> _Instructions for the task_
Copy out every line in the entries below that includes "Bristol".

[Items from a dataset]
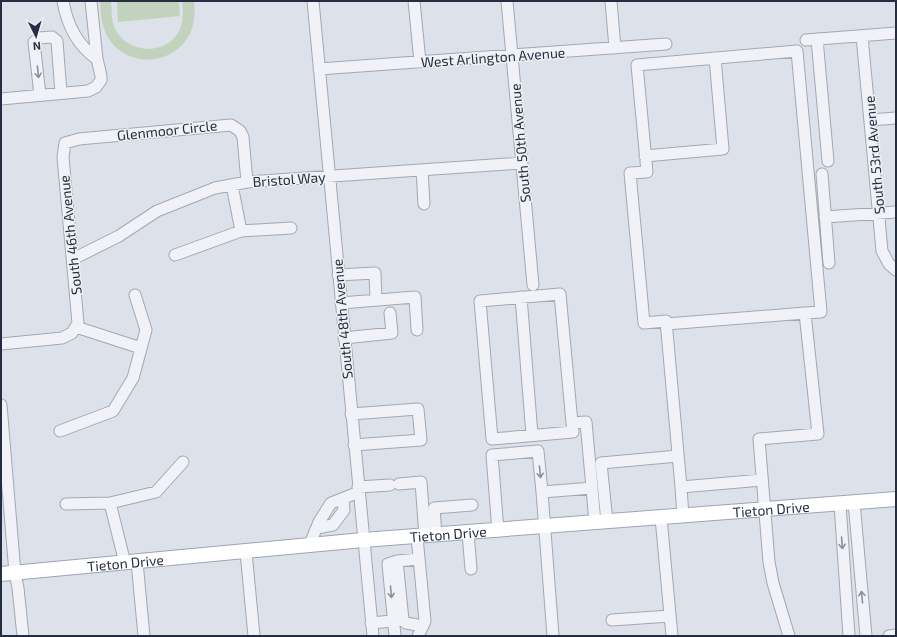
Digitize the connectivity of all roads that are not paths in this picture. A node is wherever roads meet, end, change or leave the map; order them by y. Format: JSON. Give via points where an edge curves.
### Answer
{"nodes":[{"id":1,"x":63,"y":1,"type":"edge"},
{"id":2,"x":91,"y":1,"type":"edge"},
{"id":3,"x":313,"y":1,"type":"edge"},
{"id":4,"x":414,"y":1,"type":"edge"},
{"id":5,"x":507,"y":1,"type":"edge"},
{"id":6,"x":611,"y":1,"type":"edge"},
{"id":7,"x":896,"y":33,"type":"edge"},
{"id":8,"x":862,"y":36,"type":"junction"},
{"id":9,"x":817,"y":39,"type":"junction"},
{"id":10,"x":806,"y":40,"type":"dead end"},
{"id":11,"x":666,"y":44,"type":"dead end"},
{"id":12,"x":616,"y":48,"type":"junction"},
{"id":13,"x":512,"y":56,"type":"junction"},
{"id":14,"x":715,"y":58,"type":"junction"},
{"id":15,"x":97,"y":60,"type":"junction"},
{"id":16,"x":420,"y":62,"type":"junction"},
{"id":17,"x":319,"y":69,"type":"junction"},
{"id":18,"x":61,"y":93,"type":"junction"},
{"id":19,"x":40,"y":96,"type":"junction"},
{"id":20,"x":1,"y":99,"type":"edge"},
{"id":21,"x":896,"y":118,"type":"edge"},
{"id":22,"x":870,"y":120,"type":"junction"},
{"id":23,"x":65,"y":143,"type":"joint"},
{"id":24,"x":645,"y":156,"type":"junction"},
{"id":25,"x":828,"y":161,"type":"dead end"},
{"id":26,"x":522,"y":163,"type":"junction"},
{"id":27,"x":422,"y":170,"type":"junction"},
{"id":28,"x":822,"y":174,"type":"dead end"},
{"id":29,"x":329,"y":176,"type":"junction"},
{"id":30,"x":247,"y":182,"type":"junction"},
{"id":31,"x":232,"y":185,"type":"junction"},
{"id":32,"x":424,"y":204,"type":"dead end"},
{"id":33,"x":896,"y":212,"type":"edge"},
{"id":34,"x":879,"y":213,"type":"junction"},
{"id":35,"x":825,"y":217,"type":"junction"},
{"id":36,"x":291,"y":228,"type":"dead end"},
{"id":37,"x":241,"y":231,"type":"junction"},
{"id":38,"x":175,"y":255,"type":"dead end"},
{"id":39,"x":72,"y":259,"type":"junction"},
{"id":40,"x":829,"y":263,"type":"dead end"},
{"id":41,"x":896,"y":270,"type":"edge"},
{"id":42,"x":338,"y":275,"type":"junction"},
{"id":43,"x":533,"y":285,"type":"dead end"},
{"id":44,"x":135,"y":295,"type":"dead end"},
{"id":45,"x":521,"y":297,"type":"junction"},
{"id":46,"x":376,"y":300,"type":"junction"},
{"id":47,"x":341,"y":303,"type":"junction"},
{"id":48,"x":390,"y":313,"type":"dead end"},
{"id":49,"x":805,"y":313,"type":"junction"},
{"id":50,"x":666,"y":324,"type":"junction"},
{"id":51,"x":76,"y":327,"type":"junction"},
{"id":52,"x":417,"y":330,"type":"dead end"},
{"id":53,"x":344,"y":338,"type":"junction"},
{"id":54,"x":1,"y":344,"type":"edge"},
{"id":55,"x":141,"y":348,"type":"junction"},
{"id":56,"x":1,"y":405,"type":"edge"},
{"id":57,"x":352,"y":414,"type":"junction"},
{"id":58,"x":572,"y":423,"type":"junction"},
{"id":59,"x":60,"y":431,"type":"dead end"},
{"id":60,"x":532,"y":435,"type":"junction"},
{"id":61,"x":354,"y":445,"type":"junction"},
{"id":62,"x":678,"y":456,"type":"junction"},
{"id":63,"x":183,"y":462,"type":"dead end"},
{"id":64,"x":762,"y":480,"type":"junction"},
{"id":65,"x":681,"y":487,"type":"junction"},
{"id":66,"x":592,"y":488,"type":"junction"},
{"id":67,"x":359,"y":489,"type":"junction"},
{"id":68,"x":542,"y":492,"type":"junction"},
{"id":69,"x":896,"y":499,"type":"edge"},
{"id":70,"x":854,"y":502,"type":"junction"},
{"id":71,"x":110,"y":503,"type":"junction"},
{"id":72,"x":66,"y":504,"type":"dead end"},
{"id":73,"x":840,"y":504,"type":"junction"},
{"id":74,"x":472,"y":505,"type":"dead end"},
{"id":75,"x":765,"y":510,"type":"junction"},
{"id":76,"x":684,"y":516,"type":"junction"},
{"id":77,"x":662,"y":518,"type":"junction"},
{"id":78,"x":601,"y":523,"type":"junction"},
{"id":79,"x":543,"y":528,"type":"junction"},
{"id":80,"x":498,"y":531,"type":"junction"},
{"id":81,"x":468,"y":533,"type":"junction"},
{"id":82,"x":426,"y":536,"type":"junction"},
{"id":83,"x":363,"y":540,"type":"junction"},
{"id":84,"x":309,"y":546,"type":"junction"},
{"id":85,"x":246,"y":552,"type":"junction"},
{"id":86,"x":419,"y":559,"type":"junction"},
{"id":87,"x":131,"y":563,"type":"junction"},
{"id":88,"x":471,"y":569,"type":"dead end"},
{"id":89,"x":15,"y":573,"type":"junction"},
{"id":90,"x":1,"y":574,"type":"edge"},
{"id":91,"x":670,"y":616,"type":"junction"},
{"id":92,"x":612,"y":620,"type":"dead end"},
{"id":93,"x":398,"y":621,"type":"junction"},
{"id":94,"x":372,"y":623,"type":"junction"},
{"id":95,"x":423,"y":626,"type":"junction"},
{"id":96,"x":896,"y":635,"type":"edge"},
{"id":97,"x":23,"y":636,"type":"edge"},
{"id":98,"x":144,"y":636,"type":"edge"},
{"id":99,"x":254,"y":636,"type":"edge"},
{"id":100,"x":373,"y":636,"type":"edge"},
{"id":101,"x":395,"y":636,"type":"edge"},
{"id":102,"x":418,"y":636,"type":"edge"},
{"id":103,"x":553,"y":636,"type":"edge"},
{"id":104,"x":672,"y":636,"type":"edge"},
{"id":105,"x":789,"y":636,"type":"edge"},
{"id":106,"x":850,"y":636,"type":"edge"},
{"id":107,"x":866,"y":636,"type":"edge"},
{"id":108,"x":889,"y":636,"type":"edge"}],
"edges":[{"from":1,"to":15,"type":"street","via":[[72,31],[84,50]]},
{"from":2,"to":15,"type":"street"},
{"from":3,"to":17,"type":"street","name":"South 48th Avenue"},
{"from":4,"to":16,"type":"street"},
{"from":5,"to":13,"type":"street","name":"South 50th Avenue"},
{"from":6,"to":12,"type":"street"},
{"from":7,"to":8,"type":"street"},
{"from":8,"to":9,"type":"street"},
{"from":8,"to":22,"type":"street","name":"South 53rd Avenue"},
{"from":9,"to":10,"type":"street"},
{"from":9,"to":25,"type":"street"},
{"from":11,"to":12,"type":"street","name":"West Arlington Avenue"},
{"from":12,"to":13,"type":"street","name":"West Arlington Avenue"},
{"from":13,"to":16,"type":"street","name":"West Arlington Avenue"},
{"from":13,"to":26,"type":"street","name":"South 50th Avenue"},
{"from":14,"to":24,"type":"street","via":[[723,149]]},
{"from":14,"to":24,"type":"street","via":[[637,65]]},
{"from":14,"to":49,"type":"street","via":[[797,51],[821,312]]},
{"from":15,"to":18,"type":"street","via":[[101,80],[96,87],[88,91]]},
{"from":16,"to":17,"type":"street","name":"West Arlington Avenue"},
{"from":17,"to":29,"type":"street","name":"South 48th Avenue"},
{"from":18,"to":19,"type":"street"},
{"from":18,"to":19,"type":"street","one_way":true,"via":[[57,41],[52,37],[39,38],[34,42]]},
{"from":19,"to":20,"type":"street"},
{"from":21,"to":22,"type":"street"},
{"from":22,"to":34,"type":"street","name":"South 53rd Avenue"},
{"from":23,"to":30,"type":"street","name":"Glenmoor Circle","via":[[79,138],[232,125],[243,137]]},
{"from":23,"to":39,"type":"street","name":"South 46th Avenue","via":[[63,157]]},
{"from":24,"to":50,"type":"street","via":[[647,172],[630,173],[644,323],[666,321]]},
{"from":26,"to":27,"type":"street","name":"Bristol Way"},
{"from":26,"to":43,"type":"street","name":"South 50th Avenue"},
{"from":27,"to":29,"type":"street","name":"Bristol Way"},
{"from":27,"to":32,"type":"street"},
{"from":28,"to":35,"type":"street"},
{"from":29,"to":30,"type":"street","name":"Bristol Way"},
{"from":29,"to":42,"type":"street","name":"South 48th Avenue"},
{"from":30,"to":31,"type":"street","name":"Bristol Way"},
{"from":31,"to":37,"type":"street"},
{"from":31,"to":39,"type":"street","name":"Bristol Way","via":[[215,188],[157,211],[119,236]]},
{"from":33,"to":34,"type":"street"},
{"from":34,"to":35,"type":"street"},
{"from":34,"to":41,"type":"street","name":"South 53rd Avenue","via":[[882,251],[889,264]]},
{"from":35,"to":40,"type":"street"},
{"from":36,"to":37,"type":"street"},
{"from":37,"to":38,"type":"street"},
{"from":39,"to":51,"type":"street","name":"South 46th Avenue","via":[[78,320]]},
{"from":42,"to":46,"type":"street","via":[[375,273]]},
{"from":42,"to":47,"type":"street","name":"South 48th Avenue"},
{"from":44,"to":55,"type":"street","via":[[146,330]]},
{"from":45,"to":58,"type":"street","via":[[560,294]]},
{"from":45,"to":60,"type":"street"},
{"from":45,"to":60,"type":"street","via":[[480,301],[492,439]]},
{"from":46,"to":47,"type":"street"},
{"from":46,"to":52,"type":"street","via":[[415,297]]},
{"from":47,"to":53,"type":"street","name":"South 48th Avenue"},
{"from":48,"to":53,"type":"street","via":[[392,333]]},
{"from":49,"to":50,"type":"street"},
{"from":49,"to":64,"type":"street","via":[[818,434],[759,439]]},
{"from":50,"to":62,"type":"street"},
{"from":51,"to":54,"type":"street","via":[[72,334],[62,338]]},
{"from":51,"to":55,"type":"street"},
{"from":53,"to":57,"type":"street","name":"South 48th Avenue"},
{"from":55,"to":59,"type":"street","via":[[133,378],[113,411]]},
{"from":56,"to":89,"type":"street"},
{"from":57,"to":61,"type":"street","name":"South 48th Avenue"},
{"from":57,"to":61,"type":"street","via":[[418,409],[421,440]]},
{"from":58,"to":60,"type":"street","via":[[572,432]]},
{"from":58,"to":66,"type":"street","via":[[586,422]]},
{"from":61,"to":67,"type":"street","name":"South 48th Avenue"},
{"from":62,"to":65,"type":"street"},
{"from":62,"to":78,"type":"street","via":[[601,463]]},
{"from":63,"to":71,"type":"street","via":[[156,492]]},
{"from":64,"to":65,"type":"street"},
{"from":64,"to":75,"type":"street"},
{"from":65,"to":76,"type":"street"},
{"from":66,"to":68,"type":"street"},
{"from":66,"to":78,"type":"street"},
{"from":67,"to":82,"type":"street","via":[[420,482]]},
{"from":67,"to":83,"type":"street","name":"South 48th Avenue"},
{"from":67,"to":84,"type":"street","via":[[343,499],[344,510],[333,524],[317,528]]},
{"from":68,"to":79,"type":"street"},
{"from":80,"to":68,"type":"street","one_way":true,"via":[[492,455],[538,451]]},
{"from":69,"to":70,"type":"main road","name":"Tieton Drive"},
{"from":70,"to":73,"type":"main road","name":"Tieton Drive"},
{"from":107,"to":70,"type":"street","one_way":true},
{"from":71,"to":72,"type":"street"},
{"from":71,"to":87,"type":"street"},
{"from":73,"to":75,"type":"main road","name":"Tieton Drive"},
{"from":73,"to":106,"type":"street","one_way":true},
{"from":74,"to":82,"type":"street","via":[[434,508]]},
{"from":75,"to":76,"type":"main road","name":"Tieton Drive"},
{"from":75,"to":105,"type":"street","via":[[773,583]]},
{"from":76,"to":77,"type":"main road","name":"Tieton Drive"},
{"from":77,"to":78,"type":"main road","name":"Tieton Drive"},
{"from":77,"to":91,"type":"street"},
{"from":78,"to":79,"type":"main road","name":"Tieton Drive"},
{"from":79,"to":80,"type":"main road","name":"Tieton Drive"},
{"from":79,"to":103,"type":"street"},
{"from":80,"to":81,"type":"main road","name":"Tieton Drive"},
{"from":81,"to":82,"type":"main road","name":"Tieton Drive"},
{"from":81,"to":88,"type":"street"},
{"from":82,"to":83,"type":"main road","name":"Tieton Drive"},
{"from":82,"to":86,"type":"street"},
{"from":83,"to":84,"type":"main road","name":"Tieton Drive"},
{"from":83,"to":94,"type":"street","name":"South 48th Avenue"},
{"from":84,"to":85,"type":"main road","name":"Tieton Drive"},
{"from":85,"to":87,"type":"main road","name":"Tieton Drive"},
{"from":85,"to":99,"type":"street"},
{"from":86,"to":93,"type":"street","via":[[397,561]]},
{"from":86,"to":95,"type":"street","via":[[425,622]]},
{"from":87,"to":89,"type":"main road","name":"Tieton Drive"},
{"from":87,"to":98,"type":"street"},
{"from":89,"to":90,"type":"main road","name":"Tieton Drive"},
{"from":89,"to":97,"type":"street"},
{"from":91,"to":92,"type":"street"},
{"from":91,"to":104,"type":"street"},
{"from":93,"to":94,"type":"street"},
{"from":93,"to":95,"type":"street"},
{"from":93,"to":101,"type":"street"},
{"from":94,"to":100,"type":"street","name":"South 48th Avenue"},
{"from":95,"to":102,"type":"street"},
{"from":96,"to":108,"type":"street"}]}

> _Worked solution_
{"from":26,"to":27,"type":"street","name":"Bristol Way"},
{"from":27,"to":29,"type":"street","name":"Bristol Way"},
{"from":29,"to":30,"type":"street","name":"Bristol Way"},
{"from":30,"to":31,"type":"street","name":"Bristol Way"},
{"from":31,"to":39,"type":"street","name":"Bristol Way","via":[[215,188],[157,211],[119,236]]},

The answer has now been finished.